### EXERCISE DETAILS
Scan the records below. Copy every line in which the word "true" appears.

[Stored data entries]

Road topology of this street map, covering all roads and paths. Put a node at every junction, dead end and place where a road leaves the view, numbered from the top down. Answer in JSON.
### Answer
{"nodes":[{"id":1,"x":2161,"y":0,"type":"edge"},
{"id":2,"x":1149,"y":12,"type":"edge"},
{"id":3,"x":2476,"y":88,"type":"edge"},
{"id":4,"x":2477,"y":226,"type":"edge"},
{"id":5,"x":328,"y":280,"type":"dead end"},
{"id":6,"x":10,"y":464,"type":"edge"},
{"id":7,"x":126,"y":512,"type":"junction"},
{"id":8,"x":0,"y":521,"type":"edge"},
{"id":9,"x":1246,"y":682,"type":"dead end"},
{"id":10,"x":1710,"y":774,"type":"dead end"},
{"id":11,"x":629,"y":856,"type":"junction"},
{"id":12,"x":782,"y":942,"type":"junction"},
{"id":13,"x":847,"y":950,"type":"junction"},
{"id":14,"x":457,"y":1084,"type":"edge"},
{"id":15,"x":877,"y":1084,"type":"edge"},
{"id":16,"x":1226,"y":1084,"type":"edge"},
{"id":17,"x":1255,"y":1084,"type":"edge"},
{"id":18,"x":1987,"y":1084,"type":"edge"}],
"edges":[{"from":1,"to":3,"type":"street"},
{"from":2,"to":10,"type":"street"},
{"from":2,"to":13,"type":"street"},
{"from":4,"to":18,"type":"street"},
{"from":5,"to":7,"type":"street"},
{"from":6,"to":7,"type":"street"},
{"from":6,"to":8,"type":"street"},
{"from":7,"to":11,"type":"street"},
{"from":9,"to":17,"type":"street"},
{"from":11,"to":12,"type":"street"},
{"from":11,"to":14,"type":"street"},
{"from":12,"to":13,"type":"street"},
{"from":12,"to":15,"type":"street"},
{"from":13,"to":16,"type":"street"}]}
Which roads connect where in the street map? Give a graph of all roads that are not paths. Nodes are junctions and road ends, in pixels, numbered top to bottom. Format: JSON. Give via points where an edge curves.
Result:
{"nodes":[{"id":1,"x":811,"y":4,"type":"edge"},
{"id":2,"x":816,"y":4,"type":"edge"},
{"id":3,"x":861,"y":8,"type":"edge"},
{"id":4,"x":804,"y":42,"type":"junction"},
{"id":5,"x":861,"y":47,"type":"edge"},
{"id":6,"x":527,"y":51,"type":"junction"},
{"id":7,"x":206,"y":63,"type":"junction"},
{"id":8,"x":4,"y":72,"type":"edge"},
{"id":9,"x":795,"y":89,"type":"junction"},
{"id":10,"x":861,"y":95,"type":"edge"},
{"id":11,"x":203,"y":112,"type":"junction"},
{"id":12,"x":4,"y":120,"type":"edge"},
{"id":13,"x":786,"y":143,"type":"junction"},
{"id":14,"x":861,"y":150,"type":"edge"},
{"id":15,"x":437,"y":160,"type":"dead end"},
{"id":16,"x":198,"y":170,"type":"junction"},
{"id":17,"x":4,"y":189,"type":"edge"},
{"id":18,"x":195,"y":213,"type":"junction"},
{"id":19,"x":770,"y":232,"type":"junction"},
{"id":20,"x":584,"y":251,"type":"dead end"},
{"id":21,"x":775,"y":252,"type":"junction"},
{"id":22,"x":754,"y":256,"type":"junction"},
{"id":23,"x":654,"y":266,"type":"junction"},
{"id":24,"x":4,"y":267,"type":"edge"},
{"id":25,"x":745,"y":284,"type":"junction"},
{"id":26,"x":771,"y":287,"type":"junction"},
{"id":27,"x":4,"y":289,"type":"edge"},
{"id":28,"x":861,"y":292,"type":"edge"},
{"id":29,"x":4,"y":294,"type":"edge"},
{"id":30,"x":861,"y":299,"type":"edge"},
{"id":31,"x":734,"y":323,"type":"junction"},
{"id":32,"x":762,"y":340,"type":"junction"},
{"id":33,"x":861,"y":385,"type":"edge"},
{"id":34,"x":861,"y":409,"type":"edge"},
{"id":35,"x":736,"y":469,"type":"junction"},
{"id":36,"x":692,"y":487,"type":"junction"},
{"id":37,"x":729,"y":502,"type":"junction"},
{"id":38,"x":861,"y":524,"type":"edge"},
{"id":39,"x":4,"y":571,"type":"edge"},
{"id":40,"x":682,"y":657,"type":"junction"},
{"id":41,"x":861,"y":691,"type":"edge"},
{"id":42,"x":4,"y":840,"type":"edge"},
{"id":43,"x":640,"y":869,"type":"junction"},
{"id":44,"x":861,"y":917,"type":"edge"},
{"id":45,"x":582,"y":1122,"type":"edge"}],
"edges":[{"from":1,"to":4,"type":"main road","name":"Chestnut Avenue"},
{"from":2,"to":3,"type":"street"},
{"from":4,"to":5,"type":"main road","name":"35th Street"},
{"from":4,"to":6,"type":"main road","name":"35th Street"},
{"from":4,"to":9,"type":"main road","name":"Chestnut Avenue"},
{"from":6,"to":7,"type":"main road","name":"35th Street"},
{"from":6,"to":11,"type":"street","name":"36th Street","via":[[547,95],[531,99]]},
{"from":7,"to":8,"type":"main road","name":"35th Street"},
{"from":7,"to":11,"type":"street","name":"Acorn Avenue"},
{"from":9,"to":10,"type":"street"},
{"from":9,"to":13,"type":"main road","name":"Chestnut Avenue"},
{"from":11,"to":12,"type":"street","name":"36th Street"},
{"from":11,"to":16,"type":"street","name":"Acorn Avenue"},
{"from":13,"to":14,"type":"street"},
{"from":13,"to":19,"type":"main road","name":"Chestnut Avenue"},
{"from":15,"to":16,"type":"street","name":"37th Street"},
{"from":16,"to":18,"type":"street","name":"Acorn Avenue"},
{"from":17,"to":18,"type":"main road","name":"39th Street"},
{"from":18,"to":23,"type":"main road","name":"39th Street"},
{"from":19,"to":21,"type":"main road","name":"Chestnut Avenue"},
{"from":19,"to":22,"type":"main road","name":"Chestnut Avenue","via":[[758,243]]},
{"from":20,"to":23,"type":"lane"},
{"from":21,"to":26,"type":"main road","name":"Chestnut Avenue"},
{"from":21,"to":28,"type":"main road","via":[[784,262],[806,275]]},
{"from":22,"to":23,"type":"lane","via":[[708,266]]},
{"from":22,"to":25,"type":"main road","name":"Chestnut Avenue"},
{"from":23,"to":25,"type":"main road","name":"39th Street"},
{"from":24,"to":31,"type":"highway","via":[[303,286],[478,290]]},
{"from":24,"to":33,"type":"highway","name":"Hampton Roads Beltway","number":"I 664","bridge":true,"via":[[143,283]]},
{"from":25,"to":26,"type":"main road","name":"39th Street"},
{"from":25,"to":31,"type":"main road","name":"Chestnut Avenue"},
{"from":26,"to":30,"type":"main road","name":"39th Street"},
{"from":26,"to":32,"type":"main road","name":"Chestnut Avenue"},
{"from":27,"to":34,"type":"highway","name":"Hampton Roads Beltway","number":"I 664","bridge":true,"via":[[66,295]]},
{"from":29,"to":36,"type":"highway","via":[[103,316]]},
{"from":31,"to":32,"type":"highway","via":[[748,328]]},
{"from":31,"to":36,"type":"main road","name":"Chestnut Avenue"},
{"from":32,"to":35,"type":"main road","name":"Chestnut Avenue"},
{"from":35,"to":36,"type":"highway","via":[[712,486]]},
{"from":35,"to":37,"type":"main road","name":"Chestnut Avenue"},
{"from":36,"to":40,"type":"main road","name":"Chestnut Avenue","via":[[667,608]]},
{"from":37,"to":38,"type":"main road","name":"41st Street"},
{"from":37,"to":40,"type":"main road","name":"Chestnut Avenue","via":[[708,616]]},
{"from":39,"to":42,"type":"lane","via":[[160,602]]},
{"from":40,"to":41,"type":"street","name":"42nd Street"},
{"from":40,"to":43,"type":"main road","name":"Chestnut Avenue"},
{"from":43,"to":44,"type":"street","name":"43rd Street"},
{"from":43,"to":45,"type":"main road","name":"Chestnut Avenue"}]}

### THE COMPLETED TASK
{"from":24,"to":33,"type":"highway","name":"Hampton Roads Beltway","number":"I 664","bridge":true,"via":[[143,283]]},
{"from":27,"to":34,"type":"highway","name":"Hampton Roads Beltway","number":"I 664","bridge":true,"via":[[66,295]]},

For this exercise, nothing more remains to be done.